About this task :: An exact, complete copy of the entries below is required, minus any pictures.

Data shown ::
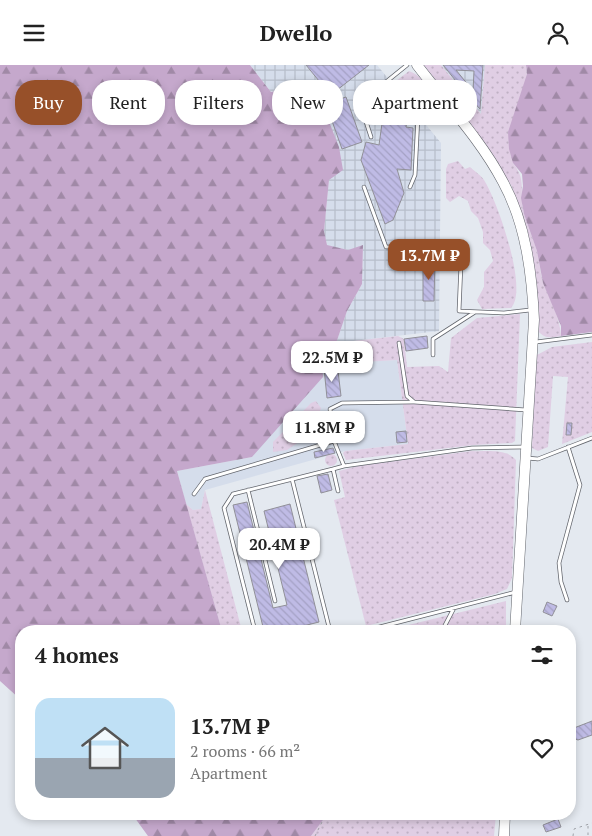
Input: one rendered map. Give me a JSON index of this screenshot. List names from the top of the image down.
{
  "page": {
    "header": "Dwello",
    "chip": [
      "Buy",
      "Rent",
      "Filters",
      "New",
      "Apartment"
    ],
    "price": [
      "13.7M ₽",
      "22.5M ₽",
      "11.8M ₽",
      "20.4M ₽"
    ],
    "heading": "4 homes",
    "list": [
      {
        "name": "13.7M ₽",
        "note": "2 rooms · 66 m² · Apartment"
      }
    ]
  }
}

Solution to this exercise ::
Input: one rendered map. Give me a JSON index of this screenshot. List names from the top of the image down.
{
  "page": {
    "header": "Dwello",
    "chip": [
      "Buy",
      "Rent",
      "Filters",
      "New",
      "Apartment"
    ],
    "price": [
      "13.7M ₽",
      "22.5M ₽",
      "11.8M ₽",
      "20.4M ₽"
    ],
    "heading": "4 homes",
    "list": [
      {
        "name": "13.7M ₽",
        "note": "2 rooms · 66 m² · Apartment"
      }
    ]
  }
}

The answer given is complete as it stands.